# Goal of the exercise
Only a number is expected here: the count of lines in this data where "Pagsilang" occurs.

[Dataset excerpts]
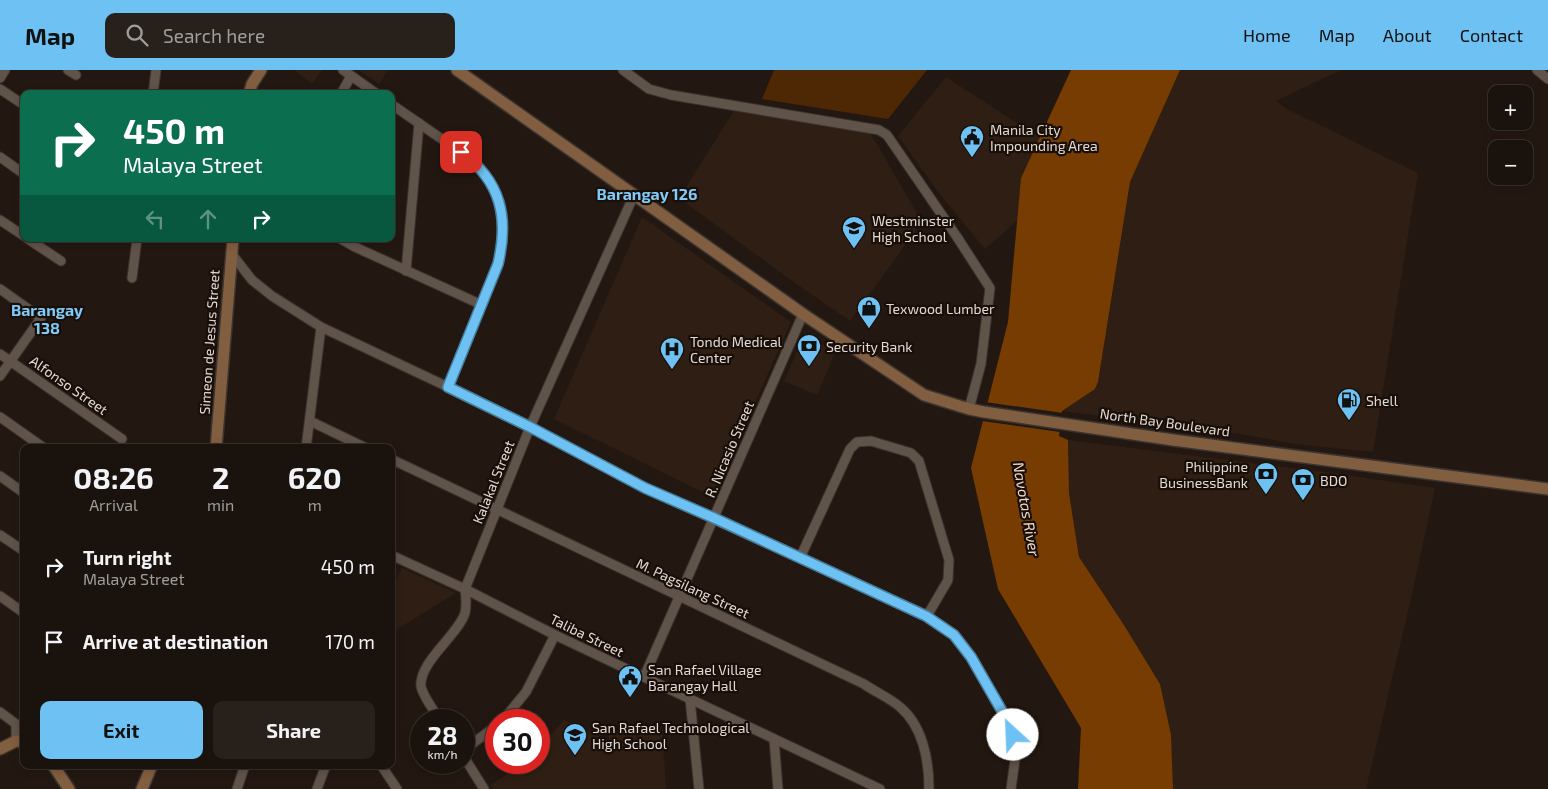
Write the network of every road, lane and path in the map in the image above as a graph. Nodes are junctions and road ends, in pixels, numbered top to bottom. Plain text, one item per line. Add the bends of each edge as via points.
1 (5, 70) edge
2 (156, 70) edge
3 (261, 70) edge
4 (343, 70) edge
5 (457, 70) edge
6 (623, 70) edge
7 (1536, 70) edge
8 (351, 76) junction
9 (0, 78) edge
10 (1548, 79) edge
11 (0, 89) edge
12 (154, 90) edge
13 (250, 90) edge
14 (343, 90) edge
15 (371, 90) edge
16 (20, 102) edge
17 (395, 107) edge
18 (419, 123) junction
19 (0, 157) edge
20 (20, 171) edge
21 (634, 195) junction
22 (0, 220) edge
23 (20, 233) edge
24 (32, 242) edge
25 (137, 242) edge
26 (232, 242) edge
27 (346, 242) edge
28 (231, 253) junction
29 (61, 261) dead end
30 (406, 271) junction
31 (132, 278) dead end
32 (0, 289) edge
33 (482, 306) junction
34 (802, 314) junction
35 (320, 327) junction
36 (0, 354) edge
37 (10, 362) junction
38 (0, 376) edge
39 (448, 387) junction
40 (969, 409) junction
41 (0, 417) edge
42 (310, 420) junction
43 (530, 427) junction
44 (122, 439) dead end
45 (38, 444) edge
46 (216, 444) edge
47 (307, 444) edge
48 (358, 444) edge
49 (395, 461) edge
50 (0, 476) edge
51 (1548, 489) edge
52 (20, 490) edge
53 (497, 510) junction
54 (714, 518) junction
55 (0, 535) edge
56 (20, 548) edge
57 (395, 557) edge
58 (800, 558) junction
59 (465, 589) junction
60 (0, 596) edge
61 (680, 597) junction
62 (20, 610) edge
63 (926, 616) junction
64 (555, 635) junction
65 (644, 677) junction
66 (690, 699) junction
67 (433, 709) edge
68 (512, 709) edge
69 (0, 712) edge
70 (774, 739) junction
71 (20, 741) edge
72 (0, 748) edge
73 (56, 769) edge
74 (148, 769) edge
75 (244, 769) edge
76 (325, 769) edge
77 (384, 769) edge
78 (475, 774) edge
79 (69, 789) edge
80 (142, 789) edge
81 (237, 789) edge
82 (318, 789) edge
83 (397, 789) edge
84 (484, 789) edge
85 (699, 789) edge
86 (778, 789) edge
87 (880, 789) edge
88 (928, 789) edge
89 (1011, 789) edge

1 - 9 street
2 - 12 street
3 - 13 main road
4 - 8 street
5 - 21 main road, North Bay Boulevard
6 - 40 street via 648,89 671,95 879,130 887,135 990,288 981,364
7 - 10 street
8 - 14 street
8 - 15 street
11 - 16 street
17 - 18 street
18 - 30 street
18 - 33 street via 475,162 486,174 501,207 502,246
19 - 20 street
21 - 34 main road, North Bay Boulevard
21 - 43 street, Kalakal Street
22 - 23 street
24 - 29 street
25 - 31 street
26 - 28 main road, Simeon de Jesus Street
27 - 30 street
28 - 35 street via 252,280
28 - 46 main road, Simeon de Jesus Street
30 - 33 street
32 - 37 street via 41,318
33 - 39 street
34 - 40 main road, North Bay Boulevard via 924,395
34 - 54 street, R. Nicasio Street
35 - 39 street
35 - 42 street
36 - 37 street, Alfonso Street
37 - 38 street
37 - 44 street, Alfonso Street
39 - 43 street
40 - 51 main road, North Bay Boulevard via 1173,440
41 - 45 street
42 - 47 street
42 - 48 street
43 - 53 street, Kalakal Street
43 - 54 street via 645,488
49 - 53 street, M. Pagsilang Street
50 - 52 street
53 - 59 street, Kalakal Street
53 - 61 street, M. Pagsilang Street
54 - 58 street
54 - 61 street, R. Nicasio Street
55 - 56 street
57 - 59 street, Taliba Street
58 - 63 street
58 - 63 street via 850,449 857,442 871,440 911,453 919,461 949,560 948,580
59 - 64 street, Taliba Street
59 - 67 street, Kalakal Street via 464,615 433,657 422,680 422,691
60 - 62 street
61 - 65 street, R. Nicasio Street
61 - 88 street, M. Pagsilang Street via 864,684 900,707 920,735
63 - 89 street via 954,635 971,657 1010,725 1017,745
64 - 65 street, Taliba Street
64 - 68 street via 526,692
65 - 66 street, Taliba Street
66 - 70 street, Taliba Street
66 - 85 street
69 - 71 street via 16,724
70 - 86 street
70 - 87 street, Taliba Street
71 - 72 main road
73 - 79 main road
74 - 80 main road
75 - 81 street
76 - 82 street
77 - 83 street
78 - 84 street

# Solution to this problem
3